Sunday, August 19, 2018

Climate Change Mid-2018: The Relatively Good Bad News


Disclaimer:  I am now retired, and am therefore no longer an expert on anything.  This blog post presents only my opinions, and anything in it should not be relied on.

As I have argued before, human metrics on how well we are coping with climate change can be highly misleading, usually on the side of false optimism.  Two metrics that are clearly not thus biased are:

1.       Measurements of atmospheric CO2 at Mauna Loa in Hawaii, which have been recorded since 1959;

2.       Estimates of Arctic sea ice volume (with extent serving as a loose approximation), especially at minimum in September, which have been carried out since the 1980s.

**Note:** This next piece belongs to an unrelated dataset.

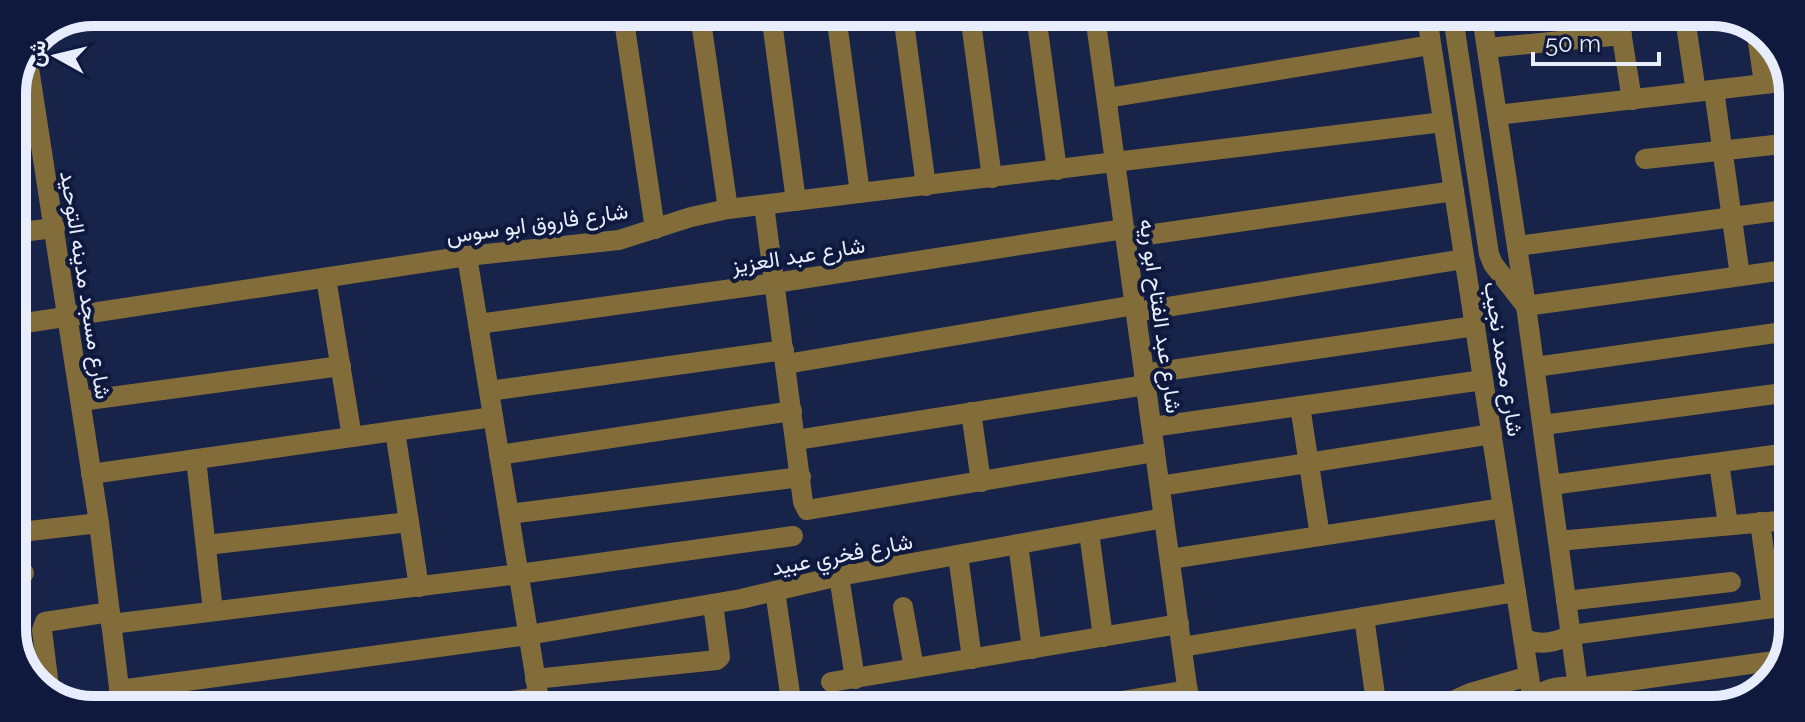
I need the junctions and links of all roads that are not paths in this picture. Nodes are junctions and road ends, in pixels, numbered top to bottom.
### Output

Over the past few years, I have covered the drumbeat of bad news from those two metrics, indicating that we are in a “business as usual” scenario that is accelerating climate change.  In the first half of 2018, what has happened in both cases is that the metrics are not following a “worst possible case” path – hence the “relatively good” part of the title.  At the same time, there is no clearly apparent indication that we are deviating from our “business as usual” scenario – mitigation is not clearly having any effect.  It is possible, however, that we are seeing the beginnings of an effect; it’s just not possible to detect it in the statistical “noise.”  And given that scientists are now talking about a “tipping point” in the near future in which not only a frightening 2 degrees C temperature by 2100 is locked in, but also follow-on feedbacks (like permafrost melt) that take temperature rise eventually to a far more disastrous 3-4 degrees C – well, that’s the underlying, ongoing bad news.
Of course, this summer’s everlasting heat waves in the US, Europe, and the Middle East – heat waves clearly caused primarily by human-generated CO2 emissions and the resulting climate change – make the “new abnormal” obvious to those of us who are not wilfully blind.  But for anyone following the subject with an open mind, the heat waves are not a surprise.  
So let’s take a look at each metric.

The El Nino Effect Recedes


From late 2016 to around June of 2017, the El Nino effect crested, and, as it has done in the past (e.g., 1998) drove both temperatures and the rate of CO2 rise skyward.  Where 2013-2015 saw an unprecedented streak of 3 years of greater than 2 ppm atmospheric CO2 growth, 2016 and 2017 both saw record-breaking growth of around 3 ppm (hiding a brief spurt to almost 4 ppm).  1998 (2.86 ppm) was followed by a year or two of growth around 1 ppm – in fact, slower than 1996-7.  But the percentage rate of rise has also been rising over the years (it reached almost 1% in early 2017, 4 ppm over 404 ppm).  Therefore, it seemed a real possibility that 2018 would see 2.5 ppm growth.  Indeed, we saw 2.5 ppm growth as late as the first month or two of 2018.
Now, however, weekly and monthly growth has settled back to a 1.5-2 ppm rate, consistently since early 1998.  Even a 2 ppm rate gives hope that El Nino did not mean a permanent uptick in the rate of rise.  A 1.5 ppm rate would seem to indicate that 2018 is following the 1999 script – a dip in the rate of rise, possibly because of the follow-on La Nina.  It might even indicate a slight – very slight – decrease in the underlying rate of rise (i.e., the rate of rise with no El Nino or La Nina going on).  And that, as I noted above, is the first indication I have seen that things might possibly be diverging from “business as usual”.  
Of course, there’s always the background of bad news.  In this case, it lies in the fact that whereas ever since I started following CO Mauna Loa 6 or 7 years ago CO2 levels in year 201x were about 10 ppm greater than in year 200x (10 years before), right now CO2 levels are about 13.5 ppm greater than in year 2008.  So, even if the El Nino effect has ended, the underlying amount of rise may still be increasing.  
The best indicator that our efforts are making a difference would be two years of 1 ppm rise or less (CO2 Mauna Loa measures the yearly amount of rise by averaging the Nov.-Feb. monthly rises).  Alas, no such trend has shown up in the data yet.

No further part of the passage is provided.